He was PM when living standards were inexorably rising and most people thought things in society were broadly getting better. As they broadly had been for decades.
He applies that paradigm to his current perspective on the political landscape. It is hopelessly anachronistic.
Left, right, centre - most cunts think everything is shite, and getting discernibly worse. His perspective is not founded upon that reality.
And then there are his treacherous comments on Trump, who is plainly a security threat to the the UK and Europe. He’s plainly compromised in some way. And this is why I now think he’s a ****.
Spot on. His comments are those of someone hopelessly out of touch with the economic and political reality the UK government exists in. Not surprising for someone with a messiah complex.
Not sure you can disassociate him and his politics from the continued rise in living standards when he was in power. Especially when you see what the left had done to Callaghan previously, Blair's electoral popularity was predicated on Kinnock's defeat of Militant, Scargill et al - a path Starmer has tried to follow but the class warriors are all behind Burnham now, anxious to purify the party again.

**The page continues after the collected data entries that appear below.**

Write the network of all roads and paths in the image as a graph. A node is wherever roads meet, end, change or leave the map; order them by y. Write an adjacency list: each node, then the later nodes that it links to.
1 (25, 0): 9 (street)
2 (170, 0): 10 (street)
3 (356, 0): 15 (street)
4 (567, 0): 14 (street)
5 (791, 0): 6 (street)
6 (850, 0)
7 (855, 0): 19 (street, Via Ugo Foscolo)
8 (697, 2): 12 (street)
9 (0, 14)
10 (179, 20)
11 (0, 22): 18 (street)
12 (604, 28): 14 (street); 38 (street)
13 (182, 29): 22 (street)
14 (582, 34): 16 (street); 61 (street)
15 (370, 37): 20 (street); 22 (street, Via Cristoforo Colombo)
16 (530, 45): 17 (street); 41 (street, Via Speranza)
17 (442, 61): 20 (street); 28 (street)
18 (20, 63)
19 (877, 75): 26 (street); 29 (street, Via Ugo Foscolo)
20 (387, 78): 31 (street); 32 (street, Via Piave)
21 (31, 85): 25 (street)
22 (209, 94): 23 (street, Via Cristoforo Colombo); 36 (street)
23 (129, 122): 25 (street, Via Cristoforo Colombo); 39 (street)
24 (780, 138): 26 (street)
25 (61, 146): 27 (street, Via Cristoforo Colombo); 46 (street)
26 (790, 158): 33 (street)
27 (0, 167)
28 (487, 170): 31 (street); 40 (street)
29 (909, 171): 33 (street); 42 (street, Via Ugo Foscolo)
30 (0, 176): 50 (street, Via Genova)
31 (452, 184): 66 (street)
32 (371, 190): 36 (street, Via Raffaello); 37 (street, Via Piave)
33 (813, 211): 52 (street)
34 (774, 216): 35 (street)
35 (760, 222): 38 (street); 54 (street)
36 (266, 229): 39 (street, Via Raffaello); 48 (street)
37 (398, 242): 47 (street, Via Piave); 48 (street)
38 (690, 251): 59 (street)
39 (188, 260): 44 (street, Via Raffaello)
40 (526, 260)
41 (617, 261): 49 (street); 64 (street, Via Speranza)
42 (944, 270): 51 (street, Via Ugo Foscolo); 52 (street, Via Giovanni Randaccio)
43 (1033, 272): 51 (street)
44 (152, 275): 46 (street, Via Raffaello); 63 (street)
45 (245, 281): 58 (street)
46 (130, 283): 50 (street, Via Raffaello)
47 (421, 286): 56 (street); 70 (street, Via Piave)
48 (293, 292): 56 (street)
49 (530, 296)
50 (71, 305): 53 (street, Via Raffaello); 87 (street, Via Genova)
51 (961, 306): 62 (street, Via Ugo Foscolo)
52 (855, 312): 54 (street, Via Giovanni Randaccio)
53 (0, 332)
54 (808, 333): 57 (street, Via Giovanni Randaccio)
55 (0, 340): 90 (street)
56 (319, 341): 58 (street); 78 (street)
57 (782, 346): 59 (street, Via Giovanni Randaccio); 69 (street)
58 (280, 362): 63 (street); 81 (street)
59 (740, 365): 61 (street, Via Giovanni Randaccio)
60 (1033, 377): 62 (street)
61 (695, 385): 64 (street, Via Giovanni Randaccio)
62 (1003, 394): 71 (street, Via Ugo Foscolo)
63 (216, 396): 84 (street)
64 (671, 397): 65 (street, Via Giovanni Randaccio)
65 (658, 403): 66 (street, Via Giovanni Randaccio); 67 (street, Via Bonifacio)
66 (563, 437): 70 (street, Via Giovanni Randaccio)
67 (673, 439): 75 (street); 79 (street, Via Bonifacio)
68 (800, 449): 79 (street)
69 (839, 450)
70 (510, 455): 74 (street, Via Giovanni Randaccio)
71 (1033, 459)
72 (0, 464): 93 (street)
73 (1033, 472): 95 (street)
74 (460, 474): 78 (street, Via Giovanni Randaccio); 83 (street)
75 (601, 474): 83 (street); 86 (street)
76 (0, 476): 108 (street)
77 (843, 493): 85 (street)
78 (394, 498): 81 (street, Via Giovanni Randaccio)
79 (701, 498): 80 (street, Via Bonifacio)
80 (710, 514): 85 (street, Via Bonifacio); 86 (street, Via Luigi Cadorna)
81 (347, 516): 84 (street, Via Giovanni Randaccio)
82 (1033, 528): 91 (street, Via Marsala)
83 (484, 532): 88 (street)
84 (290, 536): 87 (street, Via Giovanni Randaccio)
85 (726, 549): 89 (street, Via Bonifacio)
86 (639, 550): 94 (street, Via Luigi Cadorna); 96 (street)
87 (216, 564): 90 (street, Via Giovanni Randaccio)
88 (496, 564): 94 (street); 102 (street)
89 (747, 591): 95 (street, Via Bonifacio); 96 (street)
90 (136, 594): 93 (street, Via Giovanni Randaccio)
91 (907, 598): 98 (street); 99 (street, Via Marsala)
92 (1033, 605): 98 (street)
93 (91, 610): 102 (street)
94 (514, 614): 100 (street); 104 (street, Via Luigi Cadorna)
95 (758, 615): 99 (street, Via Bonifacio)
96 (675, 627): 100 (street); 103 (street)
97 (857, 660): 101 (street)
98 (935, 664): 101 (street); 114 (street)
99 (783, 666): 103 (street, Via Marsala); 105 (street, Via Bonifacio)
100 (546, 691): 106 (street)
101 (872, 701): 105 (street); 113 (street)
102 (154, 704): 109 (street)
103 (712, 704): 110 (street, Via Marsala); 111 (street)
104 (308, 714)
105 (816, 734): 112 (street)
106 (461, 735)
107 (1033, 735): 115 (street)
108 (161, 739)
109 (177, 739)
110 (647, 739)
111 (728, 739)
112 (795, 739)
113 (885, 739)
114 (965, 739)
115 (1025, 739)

Yes you can. He arrived at a hugely beneficial point in the global macroeconomic cycle for him and new labour. Early stage benefits of globalisation before any of the downsides kicked in, the flexibility generated from our forced exit from the ERM, still some benefit from oil etc. All sorts of things conspired to provide him with an inheritance no modern politician could hope for. New Labour did some good things with this position, such as early years support and child poverty. However those potential gains were undermined by the fact they ignored lots of structural issues and in some instances exacerbated them like our over reliance on finance and debt. Debt levels weren't anywhere as bad when he left office but he also left timebombs that would blow up in subsequent leaders faces.
As for the class warrior comment, can you or any other person promoting the current 'centrist' (nothing of the sort) orthodoxy actually explain to me how we are going to get out of our current mess? And I mean explain with numbers that make economic sense. What level of growth is it going to take to reverse the decline on living standards and how is that going to be achieved? I've not heard a single economically credible explanation of where this magical growth is going to come from and how it will find it's way into the real economy. The irony of Blair banging on about AI at the point when Bill Winters is using language like 'lower value human capital' and Jamie Dimon is defending him would be laughable if it wasn't so depressing.

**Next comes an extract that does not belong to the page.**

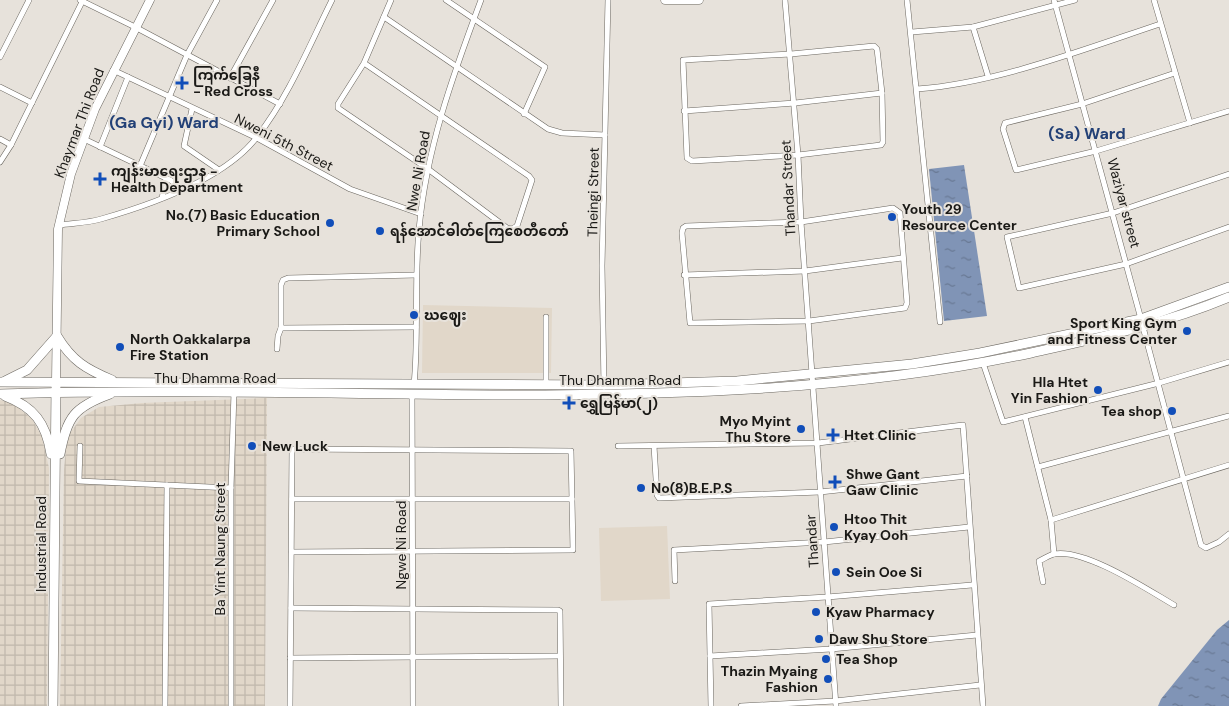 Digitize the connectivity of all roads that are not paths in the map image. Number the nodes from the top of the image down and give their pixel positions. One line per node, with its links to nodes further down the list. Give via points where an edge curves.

How have we got to the point where even a conversation about some minimal redistribution of wealth to make the economy function more effectively is viewed as some sort of terrible 'class warfare'?
There are indeed a fair few 'class warriors' whose extreme approach has completely reshaped the world in the last 40 years but most of them aren't in political parties and I'm damn sure none of them are Burnham supporters.
This is not a pop at you Johnny but on the one hand Blair says it should be about ideas and policies but then talks about the delusion of the labour left. It sounds to me like he's only interested in one set of ideas which are those that have palpably failed for the majority which sounds pretty deluded to me.
Irrespective of what he was or wasn't before he's now just a shill for some of the more despicable people on the planet.